Guest Post by Nikhil Tambe. You can view his complete profile here

Completing a business meeting with a university partner I had just hailed my Ola cab and upon receiving confirmation decided to take a short walk out towards my cab. My idea was to mingle with the buzzing campus instead of staying put at the department podium, the cab I hailed was knowingly a good 15 mins away. Unexpectedly I got an incoming ring “Just dropping off a passenger and then picking you up sir, hope that’s fine”. Getting back to work on time after my mid-day meeting was what my impatient mind was preoccupied with at that moment and I would admit that the call itself wasn’t a complete surprise but the tone somehow definitely was and gave me my first inkling of what I was about to discover that day on my ride – an interaction with a budding entrepreneur.

As I was getting comfortable into the cab I quickly enquired about the route the driver had on his mind and taken aback by an odd reference he made of a local landmark – Jhansi rani chowk instead of Balgandharva chowk – started suggesting him my own route. The wrong reference was enough for me to gauge that the guy wasn’t a Puneite, and that’s exactly where we picked up conversation! Very polished in his approach and displaying uncanny hospitality, even for someone in a customer facing services domain, Santosh wasn’t the usual driver and this wasn’t going to be a typical Ola ride for me.

An article about disciplined experimentation and how it is useful for small businesses and start-ups

Santosh mentioned that he had some background working in the IT industry but had recently decided to run his own show and grow up to own a fleet of cars. He envisioned to become an employer for drivers working for Ola and extend job security + retirement benefits as his firms value proposition. To set his business model plan in motion and to test his hypothesis he explained how he had studied the two possible starting points for him, either owning a vehicle or leasing one from Ola. Diligent calculations on payback based on minimum business to be earned per day and the time period that he had to be on the streets before deciding if this was for him, Santosh explained that he had decided to give it three months as the time period to test feasibility and more so the viability of his new business proposition before the money pressure would make him pivot to another approach.

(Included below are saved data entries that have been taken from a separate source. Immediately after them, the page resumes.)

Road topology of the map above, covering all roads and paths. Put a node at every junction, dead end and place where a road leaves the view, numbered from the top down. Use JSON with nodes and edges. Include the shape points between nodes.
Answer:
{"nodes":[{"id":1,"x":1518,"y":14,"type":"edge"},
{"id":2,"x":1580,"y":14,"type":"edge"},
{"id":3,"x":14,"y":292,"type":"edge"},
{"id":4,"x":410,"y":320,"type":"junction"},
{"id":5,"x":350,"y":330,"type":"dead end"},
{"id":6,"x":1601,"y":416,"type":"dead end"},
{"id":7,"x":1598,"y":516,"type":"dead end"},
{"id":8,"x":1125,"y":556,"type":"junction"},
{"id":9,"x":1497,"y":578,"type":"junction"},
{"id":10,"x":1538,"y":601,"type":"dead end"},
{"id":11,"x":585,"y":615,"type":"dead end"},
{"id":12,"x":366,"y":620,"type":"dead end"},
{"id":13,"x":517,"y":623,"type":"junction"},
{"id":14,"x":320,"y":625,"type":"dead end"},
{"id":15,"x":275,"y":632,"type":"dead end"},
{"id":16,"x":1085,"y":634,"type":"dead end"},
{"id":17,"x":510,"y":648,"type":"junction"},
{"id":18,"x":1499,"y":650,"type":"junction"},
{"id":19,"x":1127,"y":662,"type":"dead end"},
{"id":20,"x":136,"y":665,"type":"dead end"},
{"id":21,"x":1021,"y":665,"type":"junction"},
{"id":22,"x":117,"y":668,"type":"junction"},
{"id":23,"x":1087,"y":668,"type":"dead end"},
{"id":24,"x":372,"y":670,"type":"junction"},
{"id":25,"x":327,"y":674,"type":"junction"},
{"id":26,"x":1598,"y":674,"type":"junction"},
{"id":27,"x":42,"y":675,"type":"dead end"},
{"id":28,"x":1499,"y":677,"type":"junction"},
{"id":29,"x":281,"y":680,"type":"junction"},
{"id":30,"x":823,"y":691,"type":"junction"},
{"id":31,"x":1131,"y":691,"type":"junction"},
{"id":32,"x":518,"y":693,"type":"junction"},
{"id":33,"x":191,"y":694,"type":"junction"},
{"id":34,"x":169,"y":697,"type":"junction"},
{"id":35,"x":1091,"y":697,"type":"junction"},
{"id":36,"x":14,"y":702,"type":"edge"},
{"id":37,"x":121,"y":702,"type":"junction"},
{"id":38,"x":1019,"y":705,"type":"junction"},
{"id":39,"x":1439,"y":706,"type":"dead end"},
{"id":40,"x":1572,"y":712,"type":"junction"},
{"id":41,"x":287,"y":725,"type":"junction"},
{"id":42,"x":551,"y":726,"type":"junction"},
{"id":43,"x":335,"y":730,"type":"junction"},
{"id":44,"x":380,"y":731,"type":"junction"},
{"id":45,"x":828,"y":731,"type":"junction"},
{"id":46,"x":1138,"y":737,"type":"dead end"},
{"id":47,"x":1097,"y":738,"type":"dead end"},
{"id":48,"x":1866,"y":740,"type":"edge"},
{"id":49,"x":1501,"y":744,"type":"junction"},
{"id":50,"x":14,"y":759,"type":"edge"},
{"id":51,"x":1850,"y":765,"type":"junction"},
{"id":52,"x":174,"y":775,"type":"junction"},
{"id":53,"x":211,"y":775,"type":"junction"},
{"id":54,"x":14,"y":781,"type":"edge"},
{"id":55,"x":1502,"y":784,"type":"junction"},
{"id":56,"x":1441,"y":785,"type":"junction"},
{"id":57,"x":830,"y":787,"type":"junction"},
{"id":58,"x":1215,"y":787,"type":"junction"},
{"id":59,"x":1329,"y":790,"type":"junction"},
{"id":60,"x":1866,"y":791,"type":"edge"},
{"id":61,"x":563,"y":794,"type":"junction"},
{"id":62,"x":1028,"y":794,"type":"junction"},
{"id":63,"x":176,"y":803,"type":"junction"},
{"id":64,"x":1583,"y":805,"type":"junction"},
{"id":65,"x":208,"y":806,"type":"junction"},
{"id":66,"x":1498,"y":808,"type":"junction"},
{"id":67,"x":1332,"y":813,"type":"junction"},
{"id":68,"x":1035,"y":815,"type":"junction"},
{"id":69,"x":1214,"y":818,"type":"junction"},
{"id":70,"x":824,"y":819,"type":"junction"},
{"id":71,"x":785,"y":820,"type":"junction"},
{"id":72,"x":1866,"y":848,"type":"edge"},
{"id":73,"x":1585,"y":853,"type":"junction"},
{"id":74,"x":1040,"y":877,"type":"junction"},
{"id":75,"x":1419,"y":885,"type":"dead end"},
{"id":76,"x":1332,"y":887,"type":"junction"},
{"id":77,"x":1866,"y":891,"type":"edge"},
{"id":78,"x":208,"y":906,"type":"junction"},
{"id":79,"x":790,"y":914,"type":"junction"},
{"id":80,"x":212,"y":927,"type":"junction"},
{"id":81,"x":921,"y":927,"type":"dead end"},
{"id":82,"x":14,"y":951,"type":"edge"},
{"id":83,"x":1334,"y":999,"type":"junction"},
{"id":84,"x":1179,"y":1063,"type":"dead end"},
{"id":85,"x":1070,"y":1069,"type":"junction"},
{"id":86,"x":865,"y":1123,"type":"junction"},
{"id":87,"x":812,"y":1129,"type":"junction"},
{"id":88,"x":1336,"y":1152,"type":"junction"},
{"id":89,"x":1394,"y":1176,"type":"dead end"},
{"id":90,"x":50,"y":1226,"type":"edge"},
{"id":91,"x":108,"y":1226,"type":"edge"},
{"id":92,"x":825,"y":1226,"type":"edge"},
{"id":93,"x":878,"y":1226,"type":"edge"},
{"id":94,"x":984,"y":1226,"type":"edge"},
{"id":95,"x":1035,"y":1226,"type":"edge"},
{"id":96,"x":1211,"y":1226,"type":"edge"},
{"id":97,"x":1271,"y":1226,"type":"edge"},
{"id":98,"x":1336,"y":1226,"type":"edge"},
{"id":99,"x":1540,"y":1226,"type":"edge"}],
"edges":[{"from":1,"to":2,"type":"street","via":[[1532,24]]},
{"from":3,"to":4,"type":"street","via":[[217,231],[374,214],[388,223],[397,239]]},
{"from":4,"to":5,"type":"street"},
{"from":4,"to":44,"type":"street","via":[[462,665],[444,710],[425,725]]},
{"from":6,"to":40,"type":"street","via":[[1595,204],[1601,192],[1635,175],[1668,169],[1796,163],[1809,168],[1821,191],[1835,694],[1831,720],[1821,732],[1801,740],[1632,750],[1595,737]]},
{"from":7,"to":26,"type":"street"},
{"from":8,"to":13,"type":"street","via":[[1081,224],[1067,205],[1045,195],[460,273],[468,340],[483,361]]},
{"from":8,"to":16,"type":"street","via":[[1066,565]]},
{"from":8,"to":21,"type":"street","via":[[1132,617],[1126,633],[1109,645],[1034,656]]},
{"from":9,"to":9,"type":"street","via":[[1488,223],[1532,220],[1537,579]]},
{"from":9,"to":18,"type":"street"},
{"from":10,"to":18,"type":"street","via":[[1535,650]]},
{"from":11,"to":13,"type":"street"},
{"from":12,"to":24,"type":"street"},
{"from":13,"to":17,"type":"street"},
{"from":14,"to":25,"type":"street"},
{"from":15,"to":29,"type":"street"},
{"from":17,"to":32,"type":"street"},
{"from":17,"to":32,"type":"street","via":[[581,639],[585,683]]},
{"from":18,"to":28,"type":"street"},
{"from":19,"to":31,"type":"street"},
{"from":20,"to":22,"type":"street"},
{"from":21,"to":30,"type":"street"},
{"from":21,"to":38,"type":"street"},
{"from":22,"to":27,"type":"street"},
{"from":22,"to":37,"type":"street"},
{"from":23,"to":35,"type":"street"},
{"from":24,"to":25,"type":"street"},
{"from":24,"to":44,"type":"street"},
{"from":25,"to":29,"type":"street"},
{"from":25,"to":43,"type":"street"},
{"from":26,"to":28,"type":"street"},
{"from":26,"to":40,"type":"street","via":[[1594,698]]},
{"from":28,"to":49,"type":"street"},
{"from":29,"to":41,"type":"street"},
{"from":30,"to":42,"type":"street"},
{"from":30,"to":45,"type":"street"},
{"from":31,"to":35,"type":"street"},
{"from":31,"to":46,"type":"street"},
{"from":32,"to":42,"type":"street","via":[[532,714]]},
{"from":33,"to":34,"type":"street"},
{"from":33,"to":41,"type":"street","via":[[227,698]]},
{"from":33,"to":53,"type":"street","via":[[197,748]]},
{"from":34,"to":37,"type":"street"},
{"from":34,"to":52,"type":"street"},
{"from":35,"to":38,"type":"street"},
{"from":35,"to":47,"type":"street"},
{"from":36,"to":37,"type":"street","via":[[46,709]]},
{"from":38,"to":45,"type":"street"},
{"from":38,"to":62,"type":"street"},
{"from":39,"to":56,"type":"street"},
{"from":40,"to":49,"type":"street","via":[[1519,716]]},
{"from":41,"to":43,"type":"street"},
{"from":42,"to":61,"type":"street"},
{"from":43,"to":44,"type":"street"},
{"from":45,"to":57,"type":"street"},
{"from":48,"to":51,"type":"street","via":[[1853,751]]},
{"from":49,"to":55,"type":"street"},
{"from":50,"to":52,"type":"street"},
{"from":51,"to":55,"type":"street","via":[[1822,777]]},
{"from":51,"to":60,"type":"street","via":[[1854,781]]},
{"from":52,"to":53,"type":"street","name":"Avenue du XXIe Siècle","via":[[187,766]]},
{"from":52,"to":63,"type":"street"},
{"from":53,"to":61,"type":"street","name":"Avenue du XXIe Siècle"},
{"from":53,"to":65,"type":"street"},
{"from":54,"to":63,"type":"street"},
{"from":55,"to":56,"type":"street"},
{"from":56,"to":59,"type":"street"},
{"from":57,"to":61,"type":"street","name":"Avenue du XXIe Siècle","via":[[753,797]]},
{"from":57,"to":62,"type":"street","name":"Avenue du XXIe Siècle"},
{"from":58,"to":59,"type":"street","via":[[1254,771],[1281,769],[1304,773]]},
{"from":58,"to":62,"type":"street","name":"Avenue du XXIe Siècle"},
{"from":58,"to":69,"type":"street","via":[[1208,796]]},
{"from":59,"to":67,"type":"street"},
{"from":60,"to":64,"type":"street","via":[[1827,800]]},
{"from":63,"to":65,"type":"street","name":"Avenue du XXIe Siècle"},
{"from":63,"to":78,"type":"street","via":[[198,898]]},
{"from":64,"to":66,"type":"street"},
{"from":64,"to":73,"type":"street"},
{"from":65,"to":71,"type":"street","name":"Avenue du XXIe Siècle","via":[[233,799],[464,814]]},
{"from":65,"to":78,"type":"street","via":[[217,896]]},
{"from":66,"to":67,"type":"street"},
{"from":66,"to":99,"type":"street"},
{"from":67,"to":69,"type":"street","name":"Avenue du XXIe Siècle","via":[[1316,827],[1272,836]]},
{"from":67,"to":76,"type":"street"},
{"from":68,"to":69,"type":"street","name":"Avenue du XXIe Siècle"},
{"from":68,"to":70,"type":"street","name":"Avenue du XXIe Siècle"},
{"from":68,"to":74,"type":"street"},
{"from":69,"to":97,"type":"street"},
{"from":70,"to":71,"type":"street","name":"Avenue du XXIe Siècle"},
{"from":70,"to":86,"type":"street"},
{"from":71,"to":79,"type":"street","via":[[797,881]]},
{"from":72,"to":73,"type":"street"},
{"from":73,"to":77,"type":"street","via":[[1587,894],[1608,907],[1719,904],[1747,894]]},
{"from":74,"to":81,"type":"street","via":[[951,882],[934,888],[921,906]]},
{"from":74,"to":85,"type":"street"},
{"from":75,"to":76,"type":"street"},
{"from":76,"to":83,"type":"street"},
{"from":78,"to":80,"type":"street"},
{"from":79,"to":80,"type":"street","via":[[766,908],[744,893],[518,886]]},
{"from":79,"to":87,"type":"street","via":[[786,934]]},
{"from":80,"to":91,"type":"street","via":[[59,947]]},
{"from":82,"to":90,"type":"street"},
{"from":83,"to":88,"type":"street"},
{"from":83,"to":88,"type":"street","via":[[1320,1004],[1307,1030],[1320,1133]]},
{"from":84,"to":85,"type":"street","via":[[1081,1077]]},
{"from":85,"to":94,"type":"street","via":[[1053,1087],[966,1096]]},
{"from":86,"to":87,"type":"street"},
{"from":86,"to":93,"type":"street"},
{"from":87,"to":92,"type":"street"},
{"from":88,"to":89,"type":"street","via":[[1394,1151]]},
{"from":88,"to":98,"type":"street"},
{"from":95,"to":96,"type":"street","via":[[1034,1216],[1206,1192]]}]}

Having set out to do this, he planned multiple small experiments, wherein and this was the most interesting part to hear about, he took the path of not trying to maximize his returns and prove his three month payback calculations, but taking as many risks as possible! This was a pretty courageous decision as it involved driving at different shifts in a day, sometimes taking multiple shifts, including non-peak and overnight shifts, in all parts of the city and amongst other things never declining a customer. It was amazing listening to his learnings as he recounted some anecdotes. He had discovered that he got priority for customer calls as he was riding an Ola leased car and how he therefore made it a point to never decline such calls#, a part of his personal ethical code. After all this was a benefit he was getting from his so-called-employer and he wanted to do his bit instead of assuming this as a perk! Some hard learnings on the way as well, an example he cited when he went low on balance for his leased Ola car and on a Sunday. Instead of getting the maximum earnings as he had hoped for he finished the day with none as the Ola corporate office had a holiday and he couldn’t recharge#! An interesting anecdote involving his brush with law enforcement and how carrying a neck strung identity badge that he adopted himself helped him not just avoid some unnecessary scrutiny but earned him some respect from the traffic police that’s atypical for a job like this. To maximize his learnings he decided to deploy his primary plan – the one of becoming an employer for other drivers. He already had registered his company, only owner no employee yet company, and then had found couple drivers who were interested in working for him. While on my ride that day he got a call from one such prospective employee whom he asked to wait at the Ola Pune office while he finished my ride and got back. He wanted to ensure he was part of the process and understood the intricacies involved. Santosh wanted to use the three months to learn not just what works but what doesn’t work as well.

For establishing a startup the entrepreneur needs to navigate multiple pitfalls and choose the right direction whenever at cross roads. Running a startup is a fulltime job, if you are doing this on spare time, on weekends, or with limited bandwidth then rest assured you are grooming a hobby and not running a startup. Passion is clearly the driver for startups but weighing in the risks and systematically addressing them helps guide aspirational vision through a prism of pragmatic outlook. For achieving success decision making is pivotal and to make apt decisions one needs to list key assumptions and devise fool-proof means to validate them. Basically devise a series of experiments planned to turn speculations into reliable predictions, a series of disciplined experiments**. For maximizing success it probably comes down to the ability to test assumptions, setting specific time bound targets to evaluate those assumptions and therefore learning in the simplest, fastest yet cheapest way possible.

That was one admirable disciplined experimentation plan that Santosh the Ola driver had implemented for testing his primary and secondary hypothesis. I wished Santosh the best for his remainder 50 days as I got off the cab and left with a lot to ponder about and a bunch of new learnings for myself.

# The author may not be not aware of the full details of how the model works and has not had a conversation with Ola to verify details.